Die meisten Glamping-Unterkünfte haben WLAN. Dadurch können Reisende zwar schnell im Internet die E-Mails checken, Freunden und Verwandten Fotos schicken oder Ausflüge in der Umgebung recherchieren. Darunter kann jedoch die Erholung leiden. Denn beim Camping (zumindest in der Natur) nicht erreichbar zu sein, zu entschleunigen, sich ohne Ablenkungen auf seine unmittelbare Umgebung zu konzentrieren – das ist in unserer heutigen Zeit der wahre Luxus.

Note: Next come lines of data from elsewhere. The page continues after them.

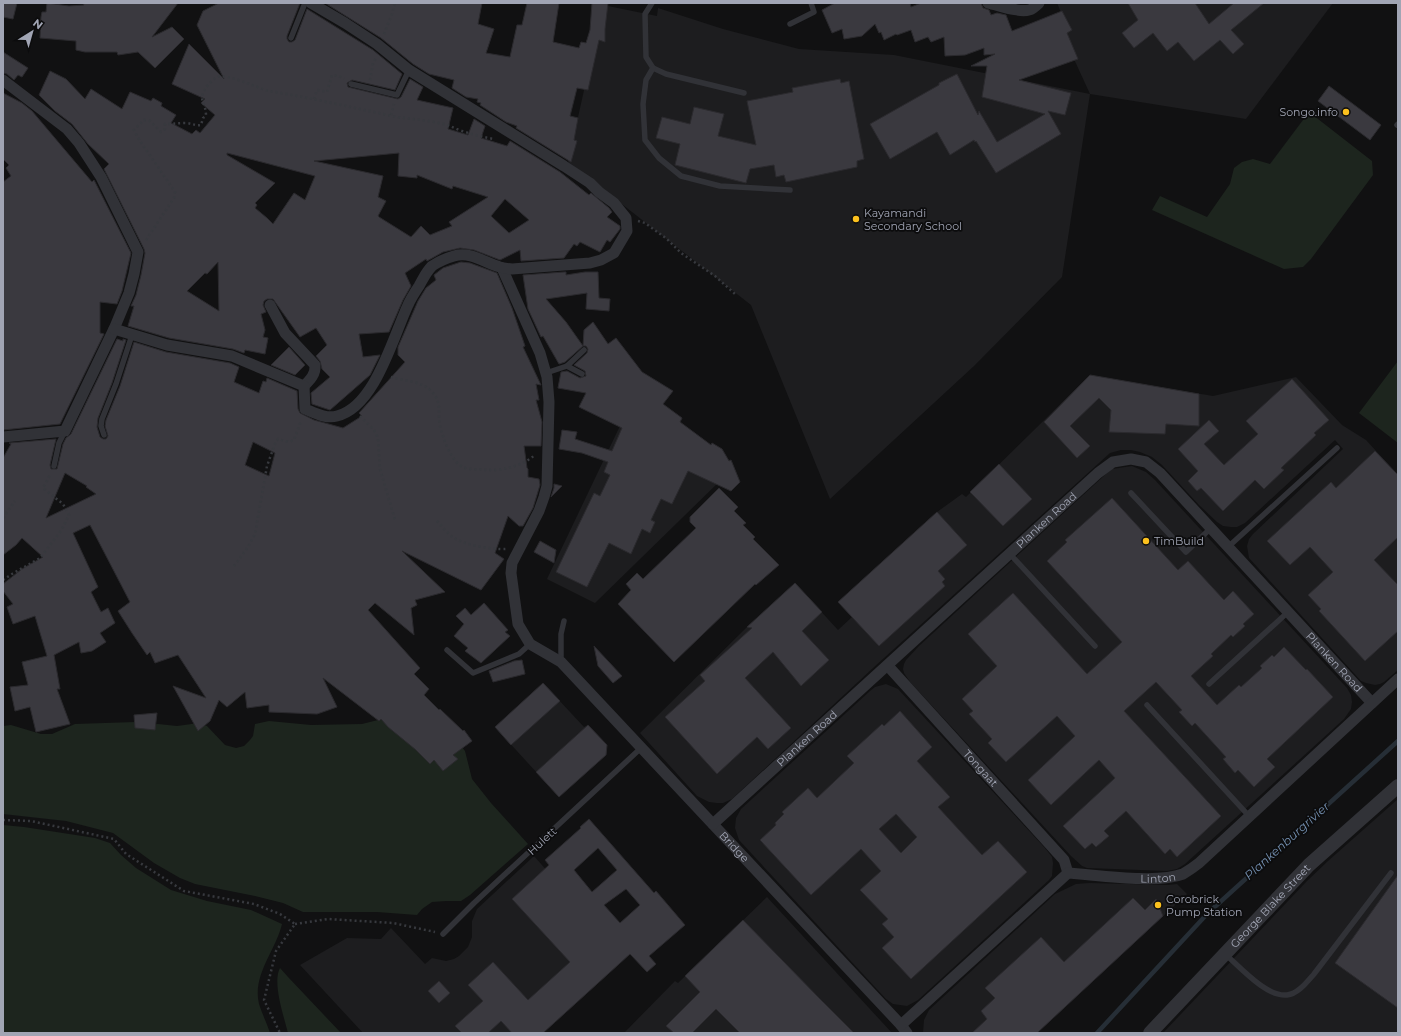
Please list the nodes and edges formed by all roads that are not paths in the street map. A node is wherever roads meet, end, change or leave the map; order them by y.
1 (305, 3) edge
2 (652, 3) edge
3 (810, 3) edge
4 (988, 3) edge
5 (1039, 3) edge
6 (315, 4) edge
7 (790, 24) dead end
8 (291, 38) dead end
9 (653, 68) junction
10 (409, 70) junction
11 (3, 80) edge
12 (350, 84) road end
13 (744, 94) dead end
14 (790, 190) dead end
15 (502, 268) junction
16 (270, 304) dead end
17 (114, 329) junction
18 (132, 335) junction
19 (584, 350) dead end
20 (567, 366) junction
21 (546, 373) junction
22 (582, 374) dead end
23 (304, 386) junction
24 (65, 431) junction
25 (104, 435) dead end
26 (3, 437) edge
27 (1337, 448) dead end
28 (54, 466) road end
29 (1131, 493) dead end
30 (1211, 528) junction
31 (1228, 547) junction
32 (1009, 553) junction
33 (1288, 612) junction
34 (564, 621) dead end
35 (530, 644) junction
36 (1095, 646) dead end
37 (447, 650) dead end
38 (561, 662) junction
39 (888, 666) junction
40 (1398, 679) edge
41 (1209, 684) dead end
42 (1372, 703) junction
43 (1146, 705) dead end
44 (641, 748) junction
45 (1398, 786) edge
46 (1249, 816) junction
47 (713, 824) junction
48 (1068, 873) junction
49 (1391, 873) dead end
50 (443, 934) road end
51 (1225, 954) junction
52 (904, 1029) edge
53 (1150, 1033) edge

1 - 8 lane
2 - 9 lane
3 - 7 lane
4 - 5 street
6 - 10 street
9 - 13 lane
9 - 14 lane
10 - 12 lane
10 - 15 street
11 - 17 street
15 - 21 street
15 - 23 street
16 - 23 street
17 - 18 street
17 - 24 street
18 - 23 street
18 - 25 lane
19 - 20 lane
20 - 21 lane
20 - 22 lane
21 - 35 street
24 - 26 street
24 - 28 lane
27 - 31 lane
29 - 30 lane
30 - 31 street, Planken Road
30 - 32 street, Planken Road
31 - 33 street, Planken Road
32 - 36 lane
32 - 39 street, Planken Road
33 - 41 lane
33 - 42 street, Planken Road
34 - 38 lane
35 - 37 lane
35 - 38 street, Bridge
38 - 44 street, Bridge
39 - 47 street, Planken Road
39 - 48 street, Tongaat
40 - 42 street, Linton
42 - 46 street, Linton
43 - 46 lane
44 - 47 street, Bridge
44 - 50 lane, Hulett
45 - 51 street, George Blake Street
46 - 48 street, Linton
47 - 52 street, Bridge
48 - 52 street
49 - 51 lane
51 - 53 street, George Blake Street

Außerdem kann die Ökobilanz beim Glamping schlechter ausfallen, vor allem in Verknüpfung mit einer Fernreise. Wer mit dem eigenen Zelt und weiterer Ausrüstung unterwegs ist, wird wohl kaum damit nach Thailand oder Afrika fliegen. Beim Glamping erfolgt die Anreise häufiger mal mit dem Flugzeug.

Frisches, regionales Essen lässt sich auf dieser lauschigen Terrasse genießen.

Bei einer Safarireise erfolgt dann der Transport zur Location mit SUVs. Bei oftmals extremen Temperaturen vor Ort muss außerdem die Unterkunft gekühlt oder geheizt werden. Zudem ist der Personalbedarf hoch – schließlich sollen die Gäste ja Luxus erleben. Nahrungsmittel müssen ebenfalls eingeflogen oder hingefahren werden. Die Aufenthaltsdauer in einer Glamping-Unterkunft ist außerdem meist kurz, sie wird schnell an neue Gäste vermietet. Heißt: Bettzeug und Handtücher müssen gewaschen werden.

Verglichen mit klassischen Hotels verbrauchen Glamping-Resorts jedoch weniger Energie. Zudem setzen viele Anbieter nicht nur auf Luxus, sondern auch auf Umweltschutz, Energieeffizienz und Vermeidung von Müll. Es gibt auch einige Ecolodges. Du suchst eine nachhaltige Unterkunft? In Deutschland haben sich darauf mehrere Anbieter spezialisiert – wir stellen sie dir vor.

Wie teuer ist Glamping?

Beim Glamping ist vieles möglich – auch in Sachen Preis. Die Angebote beginnen bei etwas größeren Zelten, die fertig aufgebaut sind und ein (Feld-)Bett als Schlafplatz haben, oder bei minimalistisch eingerichteten Fässern. Hier ist der Preis moderat und vergleichbar mit einer günstigen Ferienwohnung.

In Sachen Luxus sind beim Glamping aber nach oben quasi keine Grenzen gesetzt: Es gibt Unterkünfte mit Jacuzzi, Wasserbetten oder eigenem Butler. Und je mehr Glamour, desto teurer – manchmal stehen Glamping-Unterkünfte in nichts dem Luxus wie dem Preis einer Suite im Fünf-Sterne-Hotel nach.